# newbie here, with many questions...



## Guest (Mar 16, 2005)

Hey guys im brand new to dart frogs, but i really want to own some. I am just looking for some basic info. I am planning on getting a 20 gal. tank and using a half-glass, half-screen lid. Here are some questions i have:

- What type of lighting will i need?
- Whats the best kind of bedding to use?
- Will my viv need to be set up a certain amount of time before i put in frogs?
- What kind of water supply do the frogs need?
- Is a fogger good to have?
- What kind of live plants will i need?

I am also looking for ideas on backrounds.
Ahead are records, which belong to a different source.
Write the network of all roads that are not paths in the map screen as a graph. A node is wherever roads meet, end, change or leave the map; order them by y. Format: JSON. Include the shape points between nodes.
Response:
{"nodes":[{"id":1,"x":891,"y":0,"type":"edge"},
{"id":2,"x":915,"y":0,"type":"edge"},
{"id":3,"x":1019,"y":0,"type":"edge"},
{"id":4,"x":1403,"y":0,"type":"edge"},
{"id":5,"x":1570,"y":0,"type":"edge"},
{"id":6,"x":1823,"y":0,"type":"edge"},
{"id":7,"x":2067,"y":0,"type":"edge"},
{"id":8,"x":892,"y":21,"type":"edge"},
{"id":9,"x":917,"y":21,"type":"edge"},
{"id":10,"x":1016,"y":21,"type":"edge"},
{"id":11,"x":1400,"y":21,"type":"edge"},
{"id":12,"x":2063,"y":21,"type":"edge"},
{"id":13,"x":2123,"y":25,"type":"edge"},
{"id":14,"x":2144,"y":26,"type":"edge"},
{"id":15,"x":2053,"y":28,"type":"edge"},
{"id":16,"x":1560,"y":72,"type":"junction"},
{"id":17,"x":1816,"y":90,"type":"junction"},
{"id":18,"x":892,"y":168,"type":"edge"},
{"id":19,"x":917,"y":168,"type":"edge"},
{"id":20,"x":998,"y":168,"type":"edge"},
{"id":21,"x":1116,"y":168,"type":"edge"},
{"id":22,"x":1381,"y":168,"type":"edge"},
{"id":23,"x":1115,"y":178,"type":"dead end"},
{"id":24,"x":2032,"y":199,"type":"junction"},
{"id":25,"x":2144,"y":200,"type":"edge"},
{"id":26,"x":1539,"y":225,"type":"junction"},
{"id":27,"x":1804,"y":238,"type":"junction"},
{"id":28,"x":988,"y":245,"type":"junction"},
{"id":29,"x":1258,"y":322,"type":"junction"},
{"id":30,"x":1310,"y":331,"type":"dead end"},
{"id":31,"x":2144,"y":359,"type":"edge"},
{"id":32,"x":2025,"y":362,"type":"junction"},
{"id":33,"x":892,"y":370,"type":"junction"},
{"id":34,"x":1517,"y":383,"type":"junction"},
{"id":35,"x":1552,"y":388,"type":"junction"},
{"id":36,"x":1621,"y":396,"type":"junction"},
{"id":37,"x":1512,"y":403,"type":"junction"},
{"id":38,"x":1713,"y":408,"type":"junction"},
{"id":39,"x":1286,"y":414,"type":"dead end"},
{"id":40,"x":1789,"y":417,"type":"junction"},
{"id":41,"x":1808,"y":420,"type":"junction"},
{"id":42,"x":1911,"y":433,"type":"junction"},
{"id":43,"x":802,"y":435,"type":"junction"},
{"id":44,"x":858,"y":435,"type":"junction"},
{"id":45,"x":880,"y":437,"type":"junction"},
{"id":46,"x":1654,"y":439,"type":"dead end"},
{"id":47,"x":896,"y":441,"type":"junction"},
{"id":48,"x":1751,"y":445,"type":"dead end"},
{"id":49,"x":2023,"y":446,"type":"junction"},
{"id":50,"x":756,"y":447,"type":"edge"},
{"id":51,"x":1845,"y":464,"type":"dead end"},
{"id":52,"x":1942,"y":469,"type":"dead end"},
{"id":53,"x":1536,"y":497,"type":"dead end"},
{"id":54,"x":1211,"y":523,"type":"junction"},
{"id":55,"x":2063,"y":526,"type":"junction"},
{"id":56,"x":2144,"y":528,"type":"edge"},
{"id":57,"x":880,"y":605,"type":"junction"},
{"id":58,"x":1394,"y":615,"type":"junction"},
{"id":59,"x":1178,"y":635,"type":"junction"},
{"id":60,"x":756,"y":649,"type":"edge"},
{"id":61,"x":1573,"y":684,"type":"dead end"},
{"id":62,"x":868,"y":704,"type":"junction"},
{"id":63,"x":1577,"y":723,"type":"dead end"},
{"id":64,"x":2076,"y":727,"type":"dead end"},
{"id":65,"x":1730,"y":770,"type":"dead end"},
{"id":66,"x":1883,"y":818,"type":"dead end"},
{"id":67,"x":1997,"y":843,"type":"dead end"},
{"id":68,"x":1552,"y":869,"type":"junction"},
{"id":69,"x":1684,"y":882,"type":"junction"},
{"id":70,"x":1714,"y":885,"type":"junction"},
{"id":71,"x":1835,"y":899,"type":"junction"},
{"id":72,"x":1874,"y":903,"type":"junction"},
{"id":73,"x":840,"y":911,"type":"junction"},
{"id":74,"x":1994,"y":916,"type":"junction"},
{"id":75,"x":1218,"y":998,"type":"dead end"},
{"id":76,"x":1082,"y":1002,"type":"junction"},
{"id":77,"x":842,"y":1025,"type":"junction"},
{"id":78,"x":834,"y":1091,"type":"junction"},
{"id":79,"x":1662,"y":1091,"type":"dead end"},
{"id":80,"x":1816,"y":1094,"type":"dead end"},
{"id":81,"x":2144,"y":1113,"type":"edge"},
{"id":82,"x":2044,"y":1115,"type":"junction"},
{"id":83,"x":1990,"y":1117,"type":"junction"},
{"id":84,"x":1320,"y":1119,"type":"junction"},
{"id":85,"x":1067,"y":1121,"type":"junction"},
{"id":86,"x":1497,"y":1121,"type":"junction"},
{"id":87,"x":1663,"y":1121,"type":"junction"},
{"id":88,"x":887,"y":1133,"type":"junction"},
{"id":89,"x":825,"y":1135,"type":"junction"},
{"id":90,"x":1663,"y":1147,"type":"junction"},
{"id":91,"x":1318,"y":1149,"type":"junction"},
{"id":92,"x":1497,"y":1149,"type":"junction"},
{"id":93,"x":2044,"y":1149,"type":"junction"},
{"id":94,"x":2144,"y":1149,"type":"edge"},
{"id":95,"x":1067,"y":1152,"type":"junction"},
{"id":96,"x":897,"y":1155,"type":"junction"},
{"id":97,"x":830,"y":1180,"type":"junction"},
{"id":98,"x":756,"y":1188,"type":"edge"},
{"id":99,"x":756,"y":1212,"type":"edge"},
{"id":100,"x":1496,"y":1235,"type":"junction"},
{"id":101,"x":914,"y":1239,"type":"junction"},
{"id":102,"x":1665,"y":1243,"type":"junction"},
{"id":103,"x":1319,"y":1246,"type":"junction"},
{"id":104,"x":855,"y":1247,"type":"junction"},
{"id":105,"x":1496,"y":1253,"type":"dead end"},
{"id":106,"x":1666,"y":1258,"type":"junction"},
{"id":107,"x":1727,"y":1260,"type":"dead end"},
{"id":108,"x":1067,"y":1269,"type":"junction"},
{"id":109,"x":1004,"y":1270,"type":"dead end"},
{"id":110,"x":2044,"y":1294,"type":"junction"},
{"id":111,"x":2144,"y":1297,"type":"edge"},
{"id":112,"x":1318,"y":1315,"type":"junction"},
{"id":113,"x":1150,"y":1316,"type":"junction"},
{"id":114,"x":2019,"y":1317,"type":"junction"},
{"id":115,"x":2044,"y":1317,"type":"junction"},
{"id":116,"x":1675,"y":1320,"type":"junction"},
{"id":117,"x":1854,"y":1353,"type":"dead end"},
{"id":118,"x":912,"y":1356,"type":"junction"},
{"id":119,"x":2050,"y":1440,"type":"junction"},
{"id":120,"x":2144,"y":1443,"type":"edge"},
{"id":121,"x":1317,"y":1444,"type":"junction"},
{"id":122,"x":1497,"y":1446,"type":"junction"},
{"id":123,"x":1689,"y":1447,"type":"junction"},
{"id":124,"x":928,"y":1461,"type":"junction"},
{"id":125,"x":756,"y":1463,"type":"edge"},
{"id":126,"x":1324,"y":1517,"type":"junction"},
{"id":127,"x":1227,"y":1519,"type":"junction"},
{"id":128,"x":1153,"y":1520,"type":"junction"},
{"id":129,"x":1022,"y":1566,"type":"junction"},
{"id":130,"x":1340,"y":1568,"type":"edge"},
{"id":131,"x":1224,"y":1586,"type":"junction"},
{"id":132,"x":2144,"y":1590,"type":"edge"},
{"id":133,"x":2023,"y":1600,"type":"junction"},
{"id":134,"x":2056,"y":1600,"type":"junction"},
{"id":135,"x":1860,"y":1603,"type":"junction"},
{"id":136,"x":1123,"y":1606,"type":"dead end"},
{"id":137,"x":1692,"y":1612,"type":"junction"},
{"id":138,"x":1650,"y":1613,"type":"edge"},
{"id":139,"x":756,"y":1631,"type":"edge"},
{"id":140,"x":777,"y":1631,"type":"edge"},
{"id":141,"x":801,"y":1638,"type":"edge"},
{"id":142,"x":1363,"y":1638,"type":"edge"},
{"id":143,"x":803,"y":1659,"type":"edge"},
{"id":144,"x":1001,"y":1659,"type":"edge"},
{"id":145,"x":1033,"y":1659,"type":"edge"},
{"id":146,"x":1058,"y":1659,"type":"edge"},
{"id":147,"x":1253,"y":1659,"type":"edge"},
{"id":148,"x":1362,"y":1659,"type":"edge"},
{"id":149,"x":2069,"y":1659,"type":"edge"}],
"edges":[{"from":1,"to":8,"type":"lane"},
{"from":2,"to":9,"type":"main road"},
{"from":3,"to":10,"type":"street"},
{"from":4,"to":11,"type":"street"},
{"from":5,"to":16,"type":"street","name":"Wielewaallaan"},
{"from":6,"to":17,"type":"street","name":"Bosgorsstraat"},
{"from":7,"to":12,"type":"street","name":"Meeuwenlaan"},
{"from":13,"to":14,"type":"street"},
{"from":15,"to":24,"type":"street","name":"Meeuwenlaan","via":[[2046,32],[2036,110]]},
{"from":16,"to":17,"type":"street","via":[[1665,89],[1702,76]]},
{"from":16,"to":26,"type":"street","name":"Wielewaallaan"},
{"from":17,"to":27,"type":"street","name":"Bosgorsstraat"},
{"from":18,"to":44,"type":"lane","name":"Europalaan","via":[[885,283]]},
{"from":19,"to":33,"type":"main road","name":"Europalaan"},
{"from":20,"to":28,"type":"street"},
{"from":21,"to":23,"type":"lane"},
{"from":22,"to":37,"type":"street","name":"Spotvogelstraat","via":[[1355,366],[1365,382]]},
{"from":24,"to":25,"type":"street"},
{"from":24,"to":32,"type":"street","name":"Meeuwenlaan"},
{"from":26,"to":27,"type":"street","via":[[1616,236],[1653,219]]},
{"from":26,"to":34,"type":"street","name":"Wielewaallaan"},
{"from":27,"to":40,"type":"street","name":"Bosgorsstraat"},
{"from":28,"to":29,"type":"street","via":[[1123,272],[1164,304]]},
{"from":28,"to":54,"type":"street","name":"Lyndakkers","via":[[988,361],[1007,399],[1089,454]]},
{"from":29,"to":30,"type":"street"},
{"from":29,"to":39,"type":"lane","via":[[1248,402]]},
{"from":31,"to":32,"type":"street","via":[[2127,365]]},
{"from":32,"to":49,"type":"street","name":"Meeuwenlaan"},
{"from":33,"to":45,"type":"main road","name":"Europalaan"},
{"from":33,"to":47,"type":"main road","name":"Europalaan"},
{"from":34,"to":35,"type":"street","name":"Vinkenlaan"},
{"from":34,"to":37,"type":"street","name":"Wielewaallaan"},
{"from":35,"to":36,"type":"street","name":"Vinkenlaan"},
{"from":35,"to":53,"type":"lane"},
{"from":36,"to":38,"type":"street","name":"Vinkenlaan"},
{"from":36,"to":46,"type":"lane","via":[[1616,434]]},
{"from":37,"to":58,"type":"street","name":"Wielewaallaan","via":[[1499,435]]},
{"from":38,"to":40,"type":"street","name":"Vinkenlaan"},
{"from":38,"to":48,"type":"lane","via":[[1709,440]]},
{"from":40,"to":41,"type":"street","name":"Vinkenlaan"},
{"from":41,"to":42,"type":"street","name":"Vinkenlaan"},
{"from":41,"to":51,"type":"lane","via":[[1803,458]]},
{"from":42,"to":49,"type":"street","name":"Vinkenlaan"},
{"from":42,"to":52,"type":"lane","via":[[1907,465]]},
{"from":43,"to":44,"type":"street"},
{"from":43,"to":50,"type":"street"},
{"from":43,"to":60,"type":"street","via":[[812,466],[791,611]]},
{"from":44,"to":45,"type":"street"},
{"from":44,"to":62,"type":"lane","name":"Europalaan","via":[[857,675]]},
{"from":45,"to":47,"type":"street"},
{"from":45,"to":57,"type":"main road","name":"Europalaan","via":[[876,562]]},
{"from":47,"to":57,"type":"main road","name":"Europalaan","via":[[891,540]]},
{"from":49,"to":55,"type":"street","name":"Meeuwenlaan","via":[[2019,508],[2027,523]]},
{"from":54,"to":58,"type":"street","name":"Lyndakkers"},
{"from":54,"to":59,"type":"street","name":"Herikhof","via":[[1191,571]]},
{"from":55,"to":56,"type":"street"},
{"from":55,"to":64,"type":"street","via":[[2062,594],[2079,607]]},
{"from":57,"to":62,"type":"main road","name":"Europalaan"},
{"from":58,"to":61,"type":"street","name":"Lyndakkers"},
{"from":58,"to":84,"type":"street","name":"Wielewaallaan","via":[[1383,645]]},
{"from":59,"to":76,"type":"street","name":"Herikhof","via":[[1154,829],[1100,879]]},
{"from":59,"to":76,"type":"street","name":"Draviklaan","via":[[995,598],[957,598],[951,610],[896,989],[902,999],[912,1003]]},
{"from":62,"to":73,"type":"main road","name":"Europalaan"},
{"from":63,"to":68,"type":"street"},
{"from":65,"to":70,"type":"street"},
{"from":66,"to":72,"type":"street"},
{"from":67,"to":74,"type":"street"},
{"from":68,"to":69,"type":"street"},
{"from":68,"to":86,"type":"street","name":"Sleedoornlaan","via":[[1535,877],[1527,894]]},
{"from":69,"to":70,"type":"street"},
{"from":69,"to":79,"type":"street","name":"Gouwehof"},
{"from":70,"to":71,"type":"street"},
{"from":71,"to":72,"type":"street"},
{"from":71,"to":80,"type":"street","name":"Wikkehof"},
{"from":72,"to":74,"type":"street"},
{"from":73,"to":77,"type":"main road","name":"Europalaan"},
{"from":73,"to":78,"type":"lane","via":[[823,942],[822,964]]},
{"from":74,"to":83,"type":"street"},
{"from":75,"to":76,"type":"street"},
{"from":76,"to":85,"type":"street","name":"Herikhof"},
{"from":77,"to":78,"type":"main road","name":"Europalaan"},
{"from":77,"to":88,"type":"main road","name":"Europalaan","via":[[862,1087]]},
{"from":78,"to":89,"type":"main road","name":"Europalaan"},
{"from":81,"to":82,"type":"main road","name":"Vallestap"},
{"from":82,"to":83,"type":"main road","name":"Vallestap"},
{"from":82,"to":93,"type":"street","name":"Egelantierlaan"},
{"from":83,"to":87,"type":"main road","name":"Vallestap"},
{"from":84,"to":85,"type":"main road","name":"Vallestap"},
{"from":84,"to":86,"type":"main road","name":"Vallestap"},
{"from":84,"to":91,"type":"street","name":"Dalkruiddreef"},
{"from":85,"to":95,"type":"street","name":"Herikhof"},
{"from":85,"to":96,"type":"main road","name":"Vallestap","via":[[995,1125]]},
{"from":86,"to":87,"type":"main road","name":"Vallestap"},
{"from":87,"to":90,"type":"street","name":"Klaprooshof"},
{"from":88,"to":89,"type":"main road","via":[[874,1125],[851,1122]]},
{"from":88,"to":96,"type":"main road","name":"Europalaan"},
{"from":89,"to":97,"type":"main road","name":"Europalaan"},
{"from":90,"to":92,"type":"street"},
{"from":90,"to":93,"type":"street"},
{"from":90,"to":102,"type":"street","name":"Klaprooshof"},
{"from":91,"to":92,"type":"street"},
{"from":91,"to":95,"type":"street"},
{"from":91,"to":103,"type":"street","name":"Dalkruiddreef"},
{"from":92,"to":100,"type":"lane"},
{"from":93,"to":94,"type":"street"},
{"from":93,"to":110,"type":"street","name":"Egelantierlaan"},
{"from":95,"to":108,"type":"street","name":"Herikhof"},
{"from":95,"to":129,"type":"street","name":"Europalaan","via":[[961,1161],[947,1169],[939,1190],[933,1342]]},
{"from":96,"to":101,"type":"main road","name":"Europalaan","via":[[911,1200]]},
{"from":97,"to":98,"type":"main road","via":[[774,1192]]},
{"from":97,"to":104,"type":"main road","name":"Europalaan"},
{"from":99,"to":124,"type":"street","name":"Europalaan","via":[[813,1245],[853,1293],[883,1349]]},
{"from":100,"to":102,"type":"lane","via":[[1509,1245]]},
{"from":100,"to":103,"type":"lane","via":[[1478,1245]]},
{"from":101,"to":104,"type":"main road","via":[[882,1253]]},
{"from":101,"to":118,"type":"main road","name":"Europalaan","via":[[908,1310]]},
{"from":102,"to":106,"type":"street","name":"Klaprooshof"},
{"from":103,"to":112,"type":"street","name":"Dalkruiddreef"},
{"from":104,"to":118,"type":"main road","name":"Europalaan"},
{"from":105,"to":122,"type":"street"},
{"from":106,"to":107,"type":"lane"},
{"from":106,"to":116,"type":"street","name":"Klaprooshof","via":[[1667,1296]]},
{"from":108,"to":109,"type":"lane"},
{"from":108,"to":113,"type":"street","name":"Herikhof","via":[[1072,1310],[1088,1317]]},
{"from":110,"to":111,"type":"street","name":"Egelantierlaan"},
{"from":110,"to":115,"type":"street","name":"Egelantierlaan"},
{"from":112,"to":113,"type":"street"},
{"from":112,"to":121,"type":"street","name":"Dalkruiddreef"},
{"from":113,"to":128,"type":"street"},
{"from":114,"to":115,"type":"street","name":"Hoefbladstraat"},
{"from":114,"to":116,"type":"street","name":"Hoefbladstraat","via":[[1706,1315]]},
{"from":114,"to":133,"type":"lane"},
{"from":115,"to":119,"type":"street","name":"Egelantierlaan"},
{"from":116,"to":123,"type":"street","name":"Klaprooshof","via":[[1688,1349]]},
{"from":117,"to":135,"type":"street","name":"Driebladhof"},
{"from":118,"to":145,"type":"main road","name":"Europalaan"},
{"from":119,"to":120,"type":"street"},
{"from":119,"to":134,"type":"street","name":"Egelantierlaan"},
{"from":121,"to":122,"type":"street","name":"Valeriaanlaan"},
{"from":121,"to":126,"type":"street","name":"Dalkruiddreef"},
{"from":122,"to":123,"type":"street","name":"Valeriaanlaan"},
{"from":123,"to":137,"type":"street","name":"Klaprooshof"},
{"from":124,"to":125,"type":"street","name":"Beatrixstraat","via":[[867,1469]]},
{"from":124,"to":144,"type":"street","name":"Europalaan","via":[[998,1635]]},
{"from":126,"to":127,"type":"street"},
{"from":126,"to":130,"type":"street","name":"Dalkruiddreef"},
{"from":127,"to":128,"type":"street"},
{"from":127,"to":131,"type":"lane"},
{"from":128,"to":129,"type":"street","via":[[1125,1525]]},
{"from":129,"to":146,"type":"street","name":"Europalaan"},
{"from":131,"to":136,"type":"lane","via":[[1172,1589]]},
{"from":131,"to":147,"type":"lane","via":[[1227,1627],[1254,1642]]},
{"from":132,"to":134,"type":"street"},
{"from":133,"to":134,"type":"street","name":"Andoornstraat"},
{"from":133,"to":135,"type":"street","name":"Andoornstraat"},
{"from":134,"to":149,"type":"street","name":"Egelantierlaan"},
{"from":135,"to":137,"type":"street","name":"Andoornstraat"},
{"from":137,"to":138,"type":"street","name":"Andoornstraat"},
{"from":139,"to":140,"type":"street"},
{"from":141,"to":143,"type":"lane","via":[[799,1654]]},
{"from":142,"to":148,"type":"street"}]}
Any help would be GREATLY appreciated. Thanks.

Nick


----------



## Guest (Mar 16, 2005)

lilnicky068 said:


> Hey guys im brand new to dart frogs, but i really want to own some. I am just looking for some basic info. I am planning on getting a 20 gal. tank and using a half-glass, half-screen lid. Here are some questions i have:
> 
> - What type of lighting will i need?
> - Whats the best kind of bedding to use?
> ...


----------



## Guest (Mar 16, 2005)

ok, how exactly would i go about making a flase bottom. and what are the benefits of having it? also, what do i need to do as far as cleaning the tank?


----------



## Guest (Mar 16, 2005)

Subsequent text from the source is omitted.